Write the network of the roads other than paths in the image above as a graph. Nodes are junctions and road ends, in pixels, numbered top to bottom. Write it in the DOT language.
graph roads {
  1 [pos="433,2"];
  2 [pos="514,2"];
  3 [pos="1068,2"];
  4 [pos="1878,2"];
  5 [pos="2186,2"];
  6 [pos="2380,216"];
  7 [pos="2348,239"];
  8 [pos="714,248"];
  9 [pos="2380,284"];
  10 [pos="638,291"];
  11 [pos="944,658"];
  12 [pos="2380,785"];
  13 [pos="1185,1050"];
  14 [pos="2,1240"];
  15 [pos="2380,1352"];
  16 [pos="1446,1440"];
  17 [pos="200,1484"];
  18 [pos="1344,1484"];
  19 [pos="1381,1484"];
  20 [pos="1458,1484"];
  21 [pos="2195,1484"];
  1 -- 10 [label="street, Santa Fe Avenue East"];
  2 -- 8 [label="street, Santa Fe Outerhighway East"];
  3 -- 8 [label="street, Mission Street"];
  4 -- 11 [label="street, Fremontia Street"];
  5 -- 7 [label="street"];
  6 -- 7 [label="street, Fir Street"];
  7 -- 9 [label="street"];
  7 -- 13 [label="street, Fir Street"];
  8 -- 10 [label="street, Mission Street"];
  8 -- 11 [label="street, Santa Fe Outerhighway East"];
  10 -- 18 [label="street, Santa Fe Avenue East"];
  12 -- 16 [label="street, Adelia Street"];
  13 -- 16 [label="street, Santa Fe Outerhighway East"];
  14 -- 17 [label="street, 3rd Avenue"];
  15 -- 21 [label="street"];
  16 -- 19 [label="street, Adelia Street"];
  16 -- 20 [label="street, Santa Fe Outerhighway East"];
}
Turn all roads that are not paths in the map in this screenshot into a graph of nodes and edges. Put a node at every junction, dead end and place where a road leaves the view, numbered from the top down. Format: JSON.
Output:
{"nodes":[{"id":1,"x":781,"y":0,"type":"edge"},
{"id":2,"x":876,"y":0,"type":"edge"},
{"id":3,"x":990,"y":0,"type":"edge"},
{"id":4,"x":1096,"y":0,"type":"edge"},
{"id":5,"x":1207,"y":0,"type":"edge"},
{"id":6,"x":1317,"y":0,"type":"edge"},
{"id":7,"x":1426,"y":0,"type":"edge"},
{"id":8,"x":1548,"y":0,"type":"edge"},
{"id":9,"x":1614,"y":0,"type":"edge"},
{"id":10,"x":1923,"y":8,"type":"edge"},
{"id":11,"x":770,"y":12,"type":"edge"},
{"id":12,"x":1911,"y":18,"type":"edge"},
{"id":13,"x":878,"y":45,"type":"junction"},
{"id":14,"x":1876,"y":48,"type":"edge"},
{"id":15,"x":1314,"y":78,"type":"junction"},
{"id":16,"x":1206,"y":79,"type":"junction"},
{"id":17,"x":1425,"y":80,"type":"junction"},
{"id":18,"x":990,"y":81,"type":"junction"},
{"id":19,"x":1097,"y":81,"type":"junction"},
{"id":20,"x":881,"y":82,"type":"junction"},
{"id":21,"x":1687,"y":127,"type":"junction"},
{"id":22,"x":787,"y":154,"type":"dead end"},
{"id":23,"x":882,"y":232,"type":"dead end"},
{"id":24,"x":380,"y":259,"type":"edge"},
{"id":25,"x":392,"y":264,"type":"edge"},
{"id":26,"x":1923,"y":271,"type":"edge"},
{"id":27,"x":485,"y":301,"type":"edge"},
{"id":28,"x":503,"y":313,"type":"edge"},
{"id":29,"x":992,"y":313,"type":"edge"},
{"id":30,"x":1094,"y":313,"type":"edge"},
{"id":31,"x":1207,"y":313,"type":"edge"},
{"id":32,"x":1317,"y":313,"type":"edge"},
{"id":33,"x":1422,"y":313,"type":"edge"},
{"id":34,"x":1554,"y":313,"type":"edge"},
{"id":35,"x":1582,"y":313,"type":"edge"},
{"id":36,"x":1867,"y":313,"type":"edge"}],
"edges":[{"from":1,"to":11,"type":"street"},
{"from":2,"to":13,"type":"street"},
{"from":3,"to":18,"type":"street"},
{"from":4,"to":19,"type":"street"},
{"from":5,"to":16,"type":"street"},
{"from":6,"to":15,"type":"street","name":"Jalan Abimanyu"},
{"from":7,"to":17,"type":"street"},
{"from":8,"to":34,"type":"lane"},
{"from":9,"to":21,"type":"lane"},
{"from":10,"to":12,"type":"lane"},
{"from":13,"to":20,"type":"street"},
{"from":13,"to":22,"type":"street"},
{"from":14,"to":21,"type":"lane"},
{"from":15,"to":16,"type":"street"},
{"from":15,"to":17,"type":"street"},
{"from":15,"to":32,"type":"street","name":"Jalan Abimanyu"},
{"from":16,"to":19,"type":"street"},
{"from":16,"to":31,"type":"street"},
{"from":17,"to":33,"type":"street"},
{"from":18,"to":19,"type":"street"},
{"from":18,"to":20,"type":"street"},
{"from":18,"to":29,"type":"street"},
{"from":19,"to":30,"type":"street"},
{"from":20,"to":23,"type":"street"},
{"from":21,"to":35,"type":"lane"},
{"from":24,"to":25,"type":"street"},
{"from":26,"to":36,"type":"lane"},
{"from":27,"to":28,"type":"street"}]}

= = = = =

Aim of the task
Print all the entries above. Keep each one exact.

Answer for the task
Write the network of the roads other than paths in the image above as a graph. Nodes are junctions and road ends, in pixels, numbered top to bottom. Write it in the DOT language.
graph roads {
  1 [pos="433,2"];
  2 [pos="514,2"];
  3 [pos="1068,2"];
  4 [pos="1878,2"];
  5 [pos="2186,2"];
  6 [pos="2380,216"];
  7 [pos="2348,239"];
  8 [pos="714,248"];
  9 [pos="2380,284"];
  10 [pos="638,291"];
  11 [pos="944,658"];
  12 [pos="2380,785"];
  13 [pos="1185,1050"];
  14 [pos="2,1240"];
  15 [pos="2380,1352"];
  16 [pos="1446,1440"];
  17 [pos="200,1484"];
  18 [pos="1344,1484"];
  19 [pos="1381,1484"];
  20 [pos="1458,1484"];
  21 [pos="2195,1484"];
  1 -- 10 [label="street, Santa Fe Avenue East"];
  2 -- 8 [label="street, Santa Fe Outerhighway East"];
  3 -- 8 [label="street, Mission Street"];
  4 -- 11 [label="street, Fremontia Street"];
  5 -- 7 [label="street"];
  6 -- 7 [label="street, Fir Street"];
  7 -- 9 [label="street"];
  7 -- 13 [label="street, Fir Street"];
  8 -- 10 [label="street, Mission Street"];
  8 -- 11 [label="street, Santa Fe Outerhighway East"];
  10 -- 18 [label="street, Santa Fe Avenue East"];
  12 -- 16 [label="street, Adelia Street"];
  13 -- 16 [label="street, Santa Fe Outerhighway East"];
  14 -- 17 [label="street, 3rd Avenue"];
  15 -- 21 [label="street"];
  16 -- 19 [label="street, Adelia Street"];
  16 -- 20 [label="street, Santa Fe Outerhighway East"];
}
Turn all roads that are not paths in the map in this screenshot into a graph of nodes and edges. Put a node at every junction, dead end and place where a road leaves the view, numbered from the top down. Format: JSON.
Output:
{"nodes":[{"id":1,"x":781,"y":0,"type":"edge"},
{"id":2,"x":876,"y":0,"type":"edge"},
{"id":3,"x":990,"y":0,"type":"edge"},
{"id":4,"x":1096,"y":0,"type":"edge"},
{"id":5,"x":1207,"y":0,"type":"edge"},
{"id":6,"x":1317,"y":0,"type":"edge"},
{"id":7,"x":1426,"y":0,"type":"edge"},
{"id":8,"x":1548,"y":0,"type":"edge"},
{"id":9,"x":1614,"y":0,"type":"edge"},
{"id":10,"x":1923,"y":8,"type":"edge"},
{"id":11,"x":770,"y":12,"type":"edge"},
{"id":12,"x":1911,"y":18,"type":"edge"},
{"id":13,"x":878,"y":45,"type":"junction"},
{"id":14,"x":1876,"y":48,"type":"edge"},
{"id":15,"x":1314,"y":78,"type":"junction"},
{"id":16,"x":1206,"y":79,"type":"junction"},
{"id":17,"x":1425,"y":80,"type":"junction"},
{"id":18,"x":990,"y":81,"type":"junction"},
{"id":19,"x":1097,"y":81,"type":"junction"},
{"id":20,"x":881,"y":82,"type":"junction"},
{"id":21,"x":1687,"y":127,"type":"junction"},
{"id":22,"x":787,"y":154,"type":"dead end"},
{"id":23,"x":882,"y":232,"type":"dead end"},
{"id":24,"x":380,"y":259,"type":"edge"},
{"id":25,"x":392,"y":264,"type":"edge"},
{"id":26,"x":1923,"y":271,"type":"edge"},
{"id":27,"x":485,"y":301,"type":"edge"},
{"id":28,"x":503,"y":313,"type":"edge"},
{"id":29,"x":992,"y":313,"type":"edge"},
{"id":30,"x":1094,"y":313,"type":"edge"},
{"id":31,"x":1207,"y":313,"type":"edge"},
{"id":32,"x":1317,"y":313,"type":"edge"},
{"id":33,"x":1422,"y":313,"type":"edge"},
{"id":34,"x":1554,"y":313,"type":"edge"},
{"id":35,"x":1582,"y":313,"type":"edge"},
{"id":36,"x":1867,"y":313,"type":"edge"}],
"edges":[{"from":1,"to":11,"type":"street"},
{"from":2,"to":13,"type":"street"},
{"from":3,"to":18,"type":"street"},
{"from":4,"to":19,"type":"street"},
{"from":5,"to":16,"type":"street"},
{"from":6,"to":15,"type":"street","name":"Jalan Abimanyu"},
{"from":7,"to":17,"type":"street"},
{"from":8,"to":34,"type":"lane"},
{"from":9,"to":21,"type":"lane"},
{"from":10,"to":12,"type":"lane"},
{"from":13,"to":20,"type":"street"},
{"from":13,"to":22,"type":"street"},
{"from":14,"to":21,"type":"lane"},
{"from":15,"to":16,"type":"street"},
{"from":15,"to":17,"type":"street"},
{"from":15,"to":32,"type":"street","name":"Jalan Abimanyu"},
{"from":16,"to":19,"type":"street"},
{"from":16,"to":31,"type":"street"},
{"from":17,"to":33,"type":"street"},
{"from":18,"to":19,"type":"street"},
{"from":18,"to":20,"type":"street"},
{"from":18,"to":29,"type":"street"},
{"from":19,"to":30,"type":"street"},
{"from":20,"to":23,"type":"street"},
{"from":21,"to":35,"type":"lane"},
{"from":24,"to":25,"type":"street"},
{"from":26,"to":36,"type":"lane"},
{"from":27,"to":28,"type":"street"}]}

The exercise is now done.